ANA Updates Contract Template for Media Agencies to Promote Greater Transparency

2017 report showed 35% of brands moving programmatic buying in house

The new template could help address brands’ transparency concerns. Sources: ANA, Getty Images
Headshot of Erik Oster

The Association of National Advertisers has taken a step toward addressing brands’ transparency concerns, updating its contract template for media buying agencies.

“While significant progress has been made in bringing more transparency to the relationships between advertisers and media buying agencies, much more is needed,” ANA CEO Bob Liodice said in a statement. “The new contract template is more comprehensive than the original and contains updates that address the current marketplace. We urge all advertisers to review the changes and incorporate them into their current media agency contracts, where applicable.”
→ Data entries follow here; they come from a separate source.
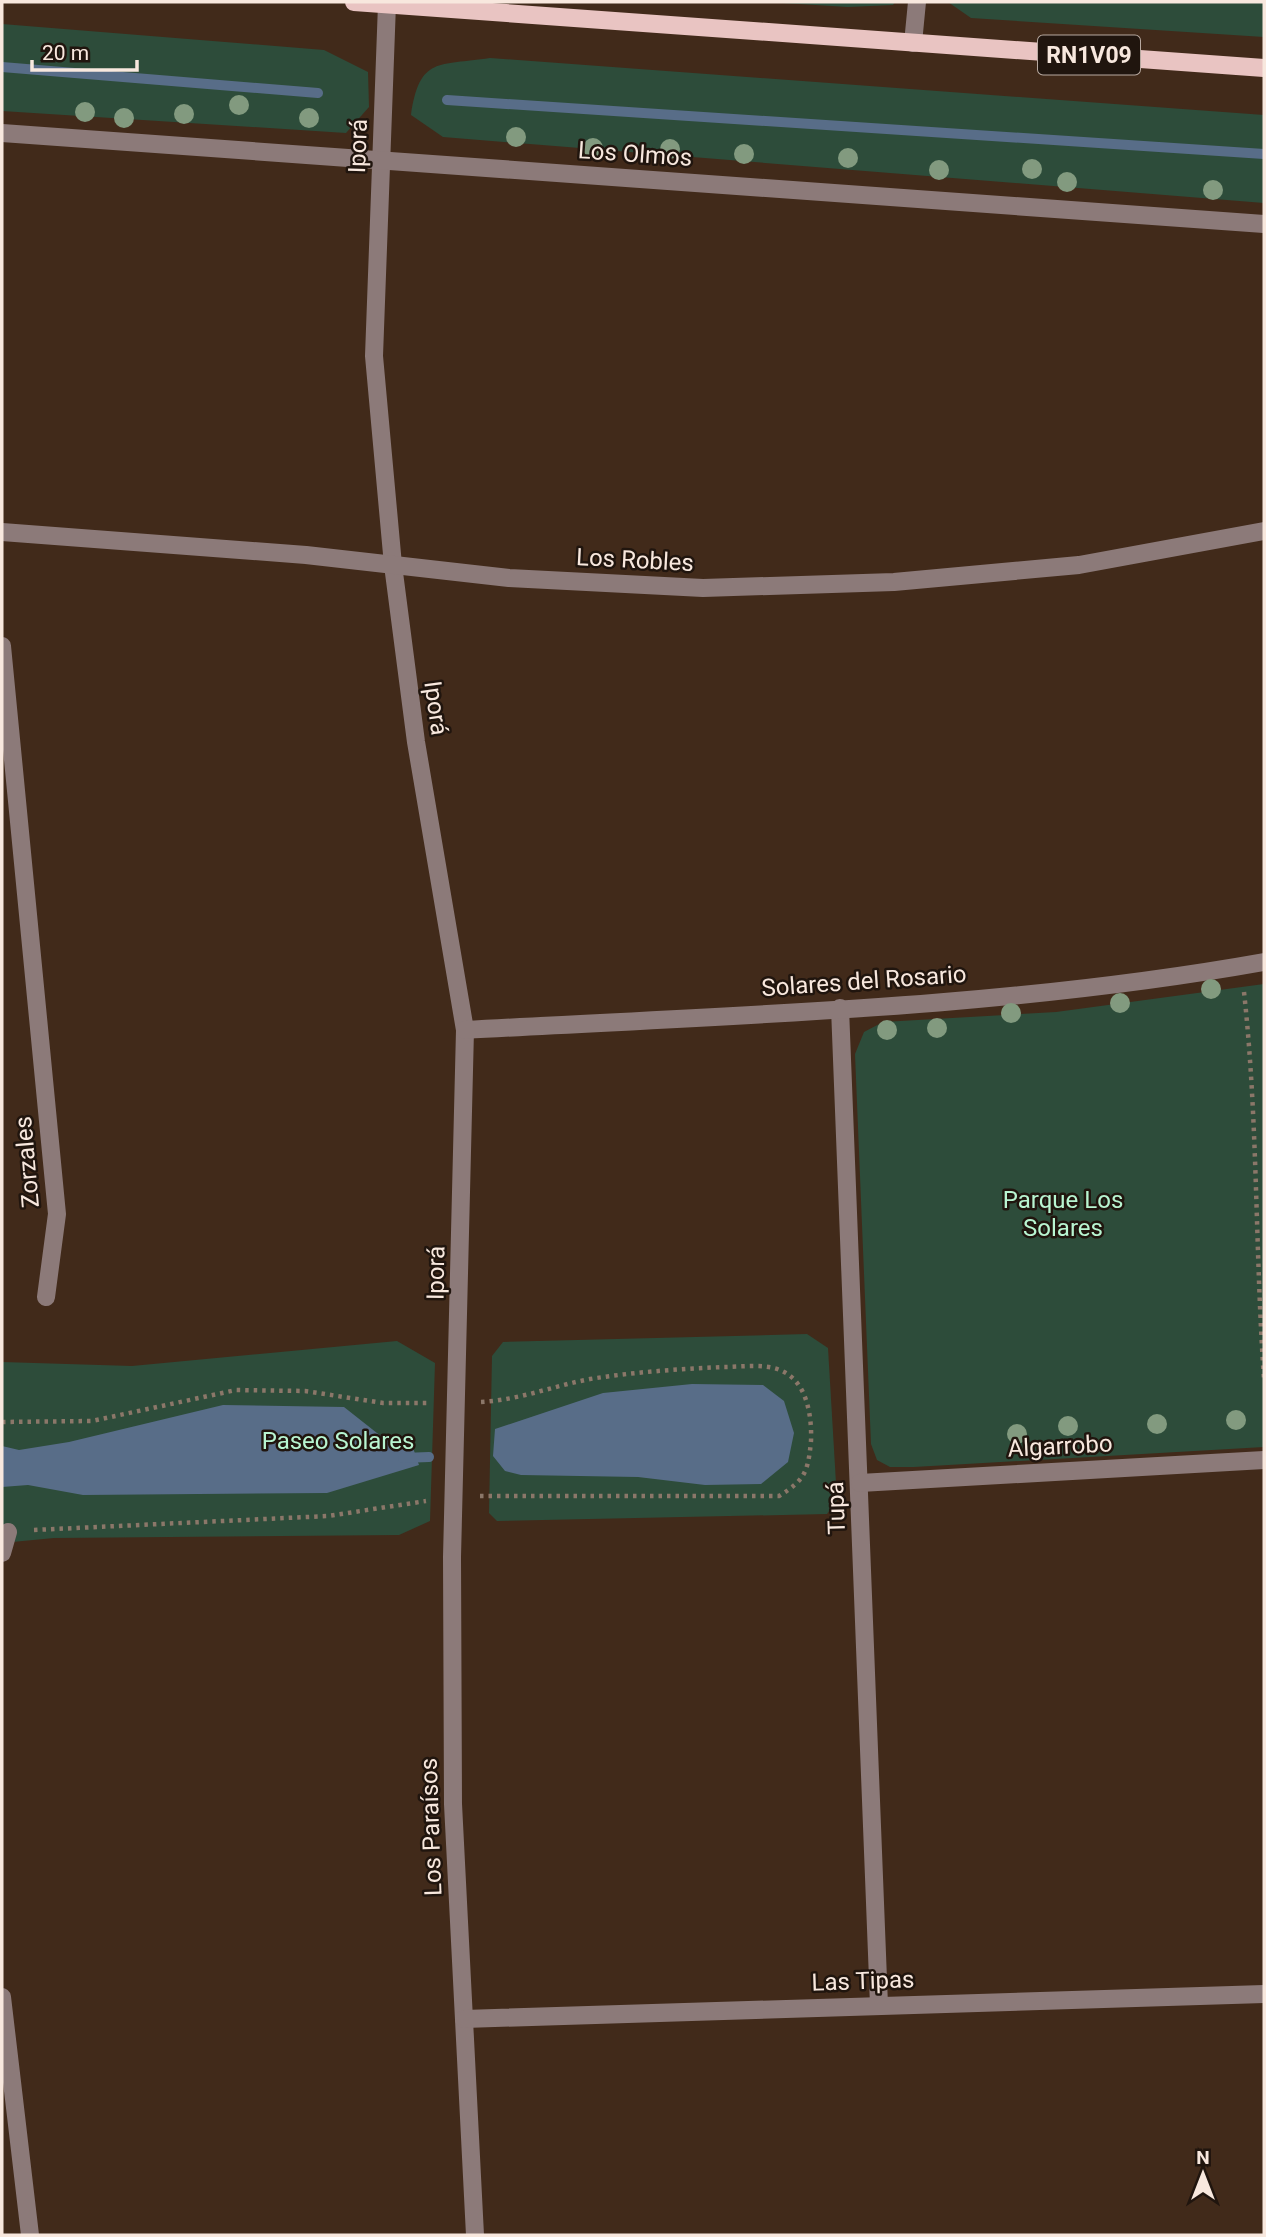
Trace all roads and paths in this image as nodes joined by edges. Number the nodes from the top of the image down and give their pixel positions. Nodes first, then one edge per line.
1 (354, 2) edge
2 (917, 2) edge
3 (387, 4) junction
4 (914, 43) junction
5 (1264, 68) edge
6 (2, 133) edge
7 (382, 161) junction
8 (1264, 224) edge
9 (1264, 531) edge
10 (2, 532) edge
11 (393, 565) junction
12 (2, 646) edge
13 (1264, 962) edge
14 (1241, 966) junction
15 (840, 1008) junction
16 (465, 1030) junction
17 (1264, 1285) edge
18 (1257, 1286) junction
19 (46, 1297) dead end
20 (1264, 1379) edge
21 (457, 1409) junction
22 (2, 1422) edge
23 (1264, 1460) edge
24 (859, 1483) junction
25 (454, 1497) junction
26 (8, 1532) joint
27 (2, 1553) edge
28 (1264, 1994) edge
29 (2, 1997) edge
30 (879, 2005) junction
31 (464, 2019) junction
32 (30, 2235) edge
33 (475, 2235) edge

1 - 3 main road, RN1V09
2 - 4 street
3 - 4 main road, RN1V09
3 - 7 street, Iporá
4 - 5 main road, RN1V09
6 - 7 street, Los Olmos
7 - 8 street, Los Olmos
7 - 11 street, Iporá
9 - 11 street, Los Robles
10 - 11 street, Los Robles
11 - 16 street, Iporá
12 - 19 street, Zorzales
13 - 14 street, Solares del Rosario
14 - 15 street, Solares del Rosario
14 - 18 path
15 - 16 street, Solares del Rosario
15 - 24 street, Tupá
16 - 21 street, Iporá
17 - 18 path
18 - 20 path
21 - 22 path
21 - 25 street, Los Paraísos
21 - 25 path
23 - 24 street, Algarrobo
24 - 30 street, Tupá
25 - 26 path
25 - 31 street, Los Paraísos
26 - 27 street
28 - 30 street, Las Tipas
29 - 32 street
30 - 31 street, Las Tipas
31 - 33 street, Los Paraísos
In March 2017, the ANA called on seven major ad platforms to allow for independent auditing. Last December, an ANA report found that 35 percent of brands are moving programmatic buying away from media agency partners.

The new template includes language defining best practices for media buying agencies globally, allowing those outside the U.S. to make local modifications and include such references in their contracts. It also updates the definition of “programmatic media” to better reflect that used by the Interactive Advertising Bureau and updates its definition of the term “conflicts of interest” to include the clarification that agencies should disclose “investments if the media agency or its affiliates have a financial connection to a company that provides services to the advertiser.”
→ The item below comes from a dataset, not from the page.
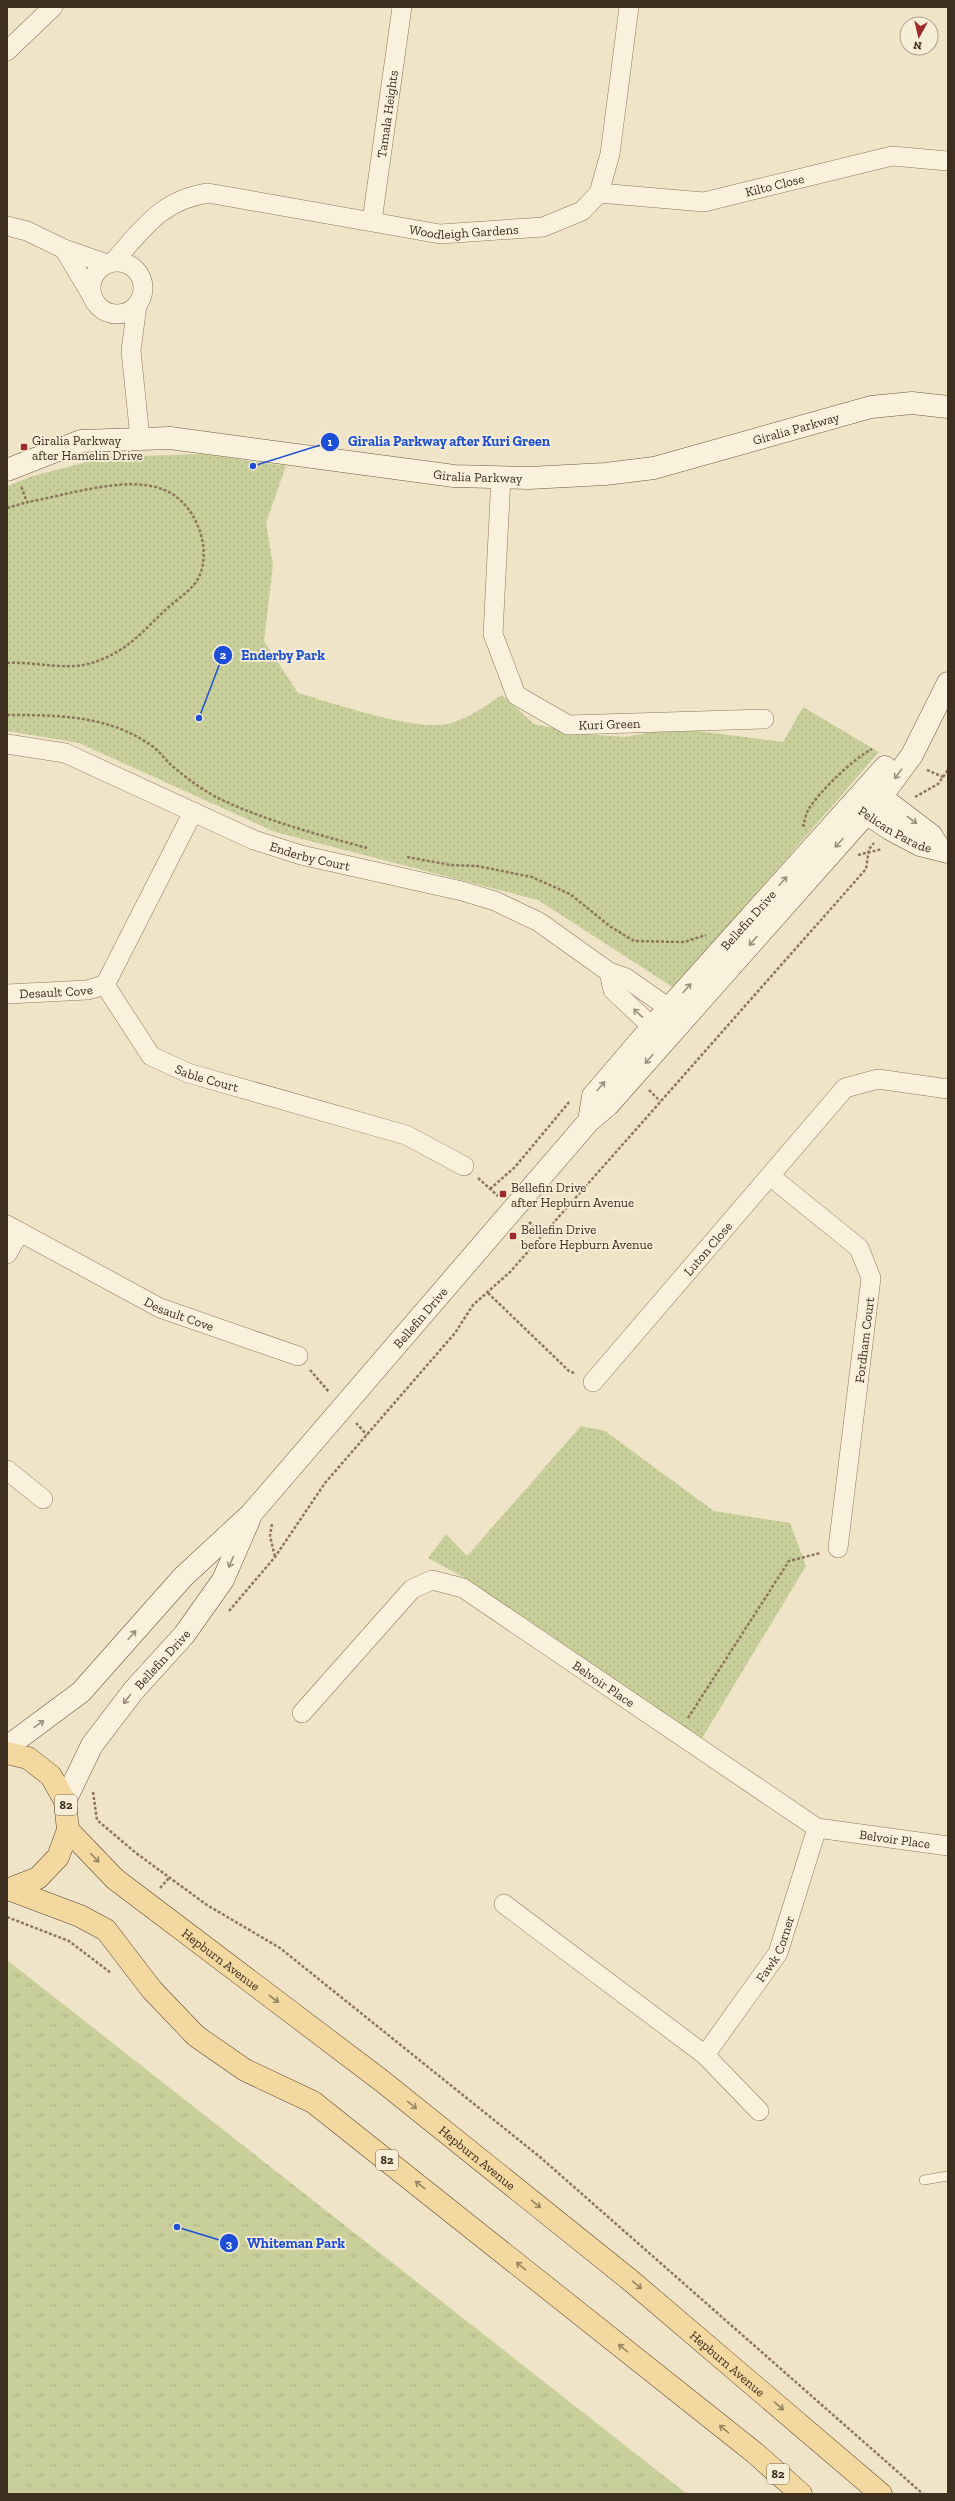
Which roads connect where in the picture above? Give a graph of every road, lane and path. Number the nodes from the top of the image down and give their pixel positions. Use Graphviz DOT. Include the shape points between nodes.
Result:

There’s also a revision to the definition of “affiliates” to “ensure the defined term ‘holding company’ is the highest holding company entity possible.”

Following a K2 Intelligence report that found that markups on individual sales can be between 30 and 90 percent, the revised contract template includes an added notation to “principal or inventory mark-up” and “principal or inventory sale” setting a capped amount of mark-up the media inventory seller (typically an agency affiliate) can make.”

“Advertisers need to ensure the agency is not improperly increasing fees by having multiple affiliates in the supply chain marking up costs as the media makes its way between advertisers and the publishers,” the organization noted in a statement.

Additionally, the organization deleted “barter inventory” from the definition of “rebates and incentives,” while adding definitions for “transaction data” and “value pots.” The ANA also included a recommendation that advertisers include an auditor NDA as part of their agreements with media buying agencies.